Molecular property prediction is an important problem in drug discovery and materials science. As geometric structures have been demonstrated necessary for molecular property prediction, 3D information has been combined with various graph learning methods to boost prediction performance. However, obtaining the geometric structure of molecules is not feasible in many real-world applications due to the high computational cost. In this work, we propose a novel 3D pre-training framework (dubbed 3D PGT), which pre-trains a model on 3D molecular graphs, and then fine-tunes it on molecular graphs without 3D structures. Based on fact that bond length, bond angle, and dihedral angle are three basic geometric descriptors corresponding to a complete molecular 3D conformer, we first develop a multi-task generative pre-train framework based on these three attributes. Next, to automatically fuse these three generative tasks, we design a surrogate metric using the \textit{total energy} to search for weight distribution of the three pretext task since total energy corresponding to the quality of 3D conformer.Extensive experiments on 2D molecular graphs are conducted to demonstrate the accuracy, efficiency and generalization ability of the proposed 3D PGT compared to various pre-training baselines.
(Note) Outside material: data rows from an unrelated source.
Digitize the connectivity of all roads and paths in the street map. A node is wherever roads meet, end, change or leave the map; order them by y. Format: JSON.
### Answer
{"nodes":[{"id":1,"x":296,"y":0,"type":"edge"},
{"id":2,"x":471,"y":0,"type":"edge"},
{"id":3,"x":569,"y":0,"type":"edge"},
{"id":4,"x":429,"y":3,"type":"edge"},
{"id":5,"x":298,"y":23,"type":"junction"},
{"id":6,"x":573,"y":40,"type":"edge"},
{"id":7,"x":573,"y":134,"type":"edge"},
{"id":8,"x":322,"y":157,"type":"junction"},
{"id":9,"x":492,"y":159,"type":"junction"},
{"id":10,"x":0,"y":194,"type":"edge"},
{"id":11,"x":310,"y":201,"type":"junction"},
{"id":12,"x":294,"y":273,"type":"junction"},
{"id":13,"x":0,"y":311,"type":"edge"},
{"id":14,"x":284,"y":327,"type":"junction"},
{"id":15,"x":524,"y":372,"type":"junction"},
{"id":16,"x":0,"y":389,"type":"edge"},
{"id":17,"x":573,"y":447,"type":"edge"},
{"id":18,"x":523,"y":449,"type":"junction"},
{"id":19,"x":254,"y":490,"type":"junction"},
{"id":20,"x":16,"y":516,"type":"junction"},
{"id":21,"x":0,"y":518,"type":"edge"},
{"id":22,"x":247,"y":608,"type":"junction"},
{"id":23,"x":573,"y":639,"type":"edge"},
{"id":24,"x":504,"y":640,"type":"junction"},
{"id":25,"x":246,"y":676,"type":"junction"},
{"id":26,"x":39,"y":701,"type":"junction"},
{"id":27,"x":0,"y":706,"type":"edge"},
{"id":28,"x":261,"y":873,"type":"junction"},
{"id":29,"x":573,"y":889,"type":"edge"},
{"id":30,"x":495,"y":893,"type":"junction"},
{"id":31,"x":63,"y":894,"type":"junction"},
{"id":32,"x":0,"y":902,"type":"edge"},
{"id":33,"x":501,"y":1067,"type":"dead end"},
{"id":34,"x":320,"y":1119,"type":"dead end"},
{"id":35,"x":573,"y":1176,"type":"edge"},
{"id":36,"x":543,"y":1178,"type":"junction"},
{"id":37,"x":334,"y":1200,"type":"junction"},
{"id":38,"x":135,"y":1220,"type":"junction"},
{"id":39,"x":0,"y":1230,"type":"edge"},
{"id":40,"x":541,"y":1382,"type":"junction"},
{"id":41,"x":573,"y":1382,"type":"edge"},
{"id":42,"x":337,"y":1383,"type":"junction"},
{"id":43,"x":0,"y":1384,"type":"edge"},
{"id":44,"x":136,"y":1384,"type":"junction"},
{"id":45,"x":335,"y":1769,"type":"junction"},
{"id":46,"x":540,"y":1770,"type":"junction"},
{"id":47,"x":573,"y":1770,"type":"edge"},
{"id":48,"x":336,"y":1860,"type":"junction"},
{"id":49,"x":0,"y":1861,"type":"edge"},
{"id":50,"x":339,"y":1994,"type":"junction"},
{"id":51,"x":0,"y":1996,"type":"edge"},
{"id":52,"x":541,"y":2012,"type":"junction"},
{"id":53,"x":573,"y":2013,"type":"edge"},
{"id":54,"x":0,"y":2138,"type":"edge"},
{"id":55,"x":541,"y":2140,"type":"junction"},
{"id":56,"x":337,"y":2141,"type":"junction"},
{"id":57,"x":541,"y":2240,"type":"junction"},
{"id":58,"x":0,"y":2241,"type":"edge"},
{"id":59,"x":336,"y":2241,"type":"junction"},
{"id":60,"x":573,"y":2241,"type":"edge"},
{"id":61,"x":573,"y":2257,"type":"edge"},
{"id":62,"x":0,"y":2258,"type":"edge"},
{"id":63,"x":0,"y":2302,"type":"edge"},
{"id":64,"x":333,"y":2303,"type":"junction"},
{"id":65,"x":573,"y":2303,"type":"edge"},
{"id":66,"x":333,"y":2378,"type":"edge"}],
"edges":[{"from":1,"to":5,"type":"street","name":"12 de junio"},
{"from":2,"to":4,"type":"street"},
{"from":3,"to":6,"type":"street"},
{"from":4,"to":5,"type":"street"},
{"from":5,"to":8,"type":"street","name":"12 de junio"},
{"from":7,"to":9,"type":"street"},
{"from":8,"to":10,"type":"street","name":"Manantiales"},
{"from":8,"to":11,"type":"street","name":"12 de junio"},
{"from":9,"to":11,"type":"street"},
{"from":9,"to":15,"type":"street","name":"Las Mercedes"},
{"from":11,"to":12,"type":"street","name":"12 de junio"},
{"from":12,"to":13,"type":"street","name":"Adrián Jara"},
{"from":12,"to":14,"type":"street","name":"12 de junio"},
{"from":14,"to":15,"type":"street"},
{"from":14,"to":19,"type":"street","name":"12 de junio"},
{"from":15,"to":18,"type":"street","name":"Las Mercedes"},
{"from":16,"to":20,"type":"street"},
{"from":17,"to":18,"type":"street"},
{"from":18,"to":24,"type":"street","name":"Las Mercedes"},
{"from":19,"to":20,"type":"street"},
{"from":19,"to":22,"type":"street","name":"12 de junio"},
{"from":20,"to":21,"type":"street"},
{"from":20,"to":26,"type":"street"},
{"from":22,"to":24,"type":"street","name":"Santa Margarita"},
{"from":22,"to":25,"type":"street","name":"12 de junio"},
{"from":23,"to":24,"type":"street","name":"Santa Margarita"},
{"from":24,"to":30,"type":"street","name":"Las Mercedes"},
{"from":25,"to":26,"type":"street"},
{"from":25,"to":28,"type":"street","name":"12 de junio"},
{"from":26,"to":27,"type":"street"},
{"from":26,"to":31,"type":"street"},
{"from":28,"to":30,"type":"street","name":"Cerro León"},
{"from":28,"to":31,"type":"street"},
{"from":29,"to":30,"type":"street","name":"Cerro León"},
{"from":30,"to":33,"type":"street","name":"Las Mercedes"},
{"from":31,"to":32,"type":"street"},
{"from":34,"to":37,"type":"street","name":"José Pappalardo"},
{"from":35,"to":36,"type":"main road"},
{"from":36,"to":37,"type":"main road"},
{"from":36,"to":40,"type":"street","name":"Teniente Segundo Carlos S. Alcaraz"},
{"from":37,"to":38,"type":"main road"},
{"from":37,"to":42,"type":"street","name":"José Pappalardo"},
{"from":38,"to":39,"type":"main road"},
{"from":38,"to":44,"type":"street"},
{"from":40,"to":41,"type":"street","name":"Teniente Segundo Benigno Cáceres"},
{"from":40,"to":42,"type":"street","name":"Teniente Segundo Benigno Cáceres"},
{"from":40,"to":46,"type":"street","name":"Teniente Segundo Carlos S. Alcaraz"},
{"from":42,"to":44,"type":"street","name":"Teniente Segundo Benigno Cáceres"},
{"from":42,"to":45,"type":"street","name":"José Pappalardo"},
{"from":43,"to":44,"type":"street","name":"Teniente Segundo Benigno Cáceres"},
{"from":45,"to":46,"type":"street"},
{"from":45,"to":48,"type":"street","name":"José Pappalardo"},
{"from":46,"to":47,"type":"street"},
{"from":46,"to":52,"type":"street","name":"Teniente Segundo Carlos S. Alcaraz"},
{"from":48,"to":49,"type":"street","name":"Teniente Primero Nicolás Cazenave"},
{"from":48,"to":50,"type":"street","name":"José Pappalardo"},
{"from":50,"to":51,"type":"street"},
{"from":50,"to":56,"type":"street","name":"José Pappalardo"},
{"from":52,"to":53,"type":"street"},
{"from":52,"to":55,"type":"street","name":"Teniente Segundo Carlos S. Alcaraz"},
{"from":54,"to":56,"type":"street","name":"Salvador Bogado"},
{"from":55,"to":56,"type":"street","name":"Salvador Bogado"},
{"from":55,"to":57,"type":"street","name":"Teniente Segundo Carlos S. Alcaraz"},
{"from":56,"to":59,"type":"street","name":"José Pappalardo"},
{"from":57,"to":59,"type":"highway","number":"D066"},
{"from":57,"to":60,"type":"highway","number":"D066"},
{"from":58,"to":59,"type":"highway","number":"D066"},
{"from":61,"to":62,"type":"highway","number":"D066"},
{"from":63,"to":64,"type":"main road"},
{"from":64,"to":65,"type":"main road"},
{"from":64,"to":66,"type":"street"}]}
翻译：分子性质预测是药物发现和材料科学中的一个重要问题。由于几何结构已被证明对分子性质预测是必要的，3D信息已被结合到各种图学习方法中以提高预测性能。然而，在许多实际应用中，由于高昂的计算成本，获取分子的几何结构并不可行。在这项工作中，我们提出了一种新颖的3D预训练框架（称为3D PGT），该框架在3D分子图上预训练模型，然后在不含3D结构的分子图上进行微调。基于键长、键角和二面角是完整分子3D构象对应的三个基本几何描述符这一事实，我们首先开发了一个基于这三个属性的多任务生成式预训练框架。接着，为了自动融合这三个生成任务，我们设计了一个使用\textit{总能量}的替代指标来搜索三个前置任务的权重分布，因为总能量对应于3D构象的质量。通过在2D分子图上进行的大量实验，验证了所提出的3D PGT相较于各种预训练基线在准确性、效率和泛化能力上的优势。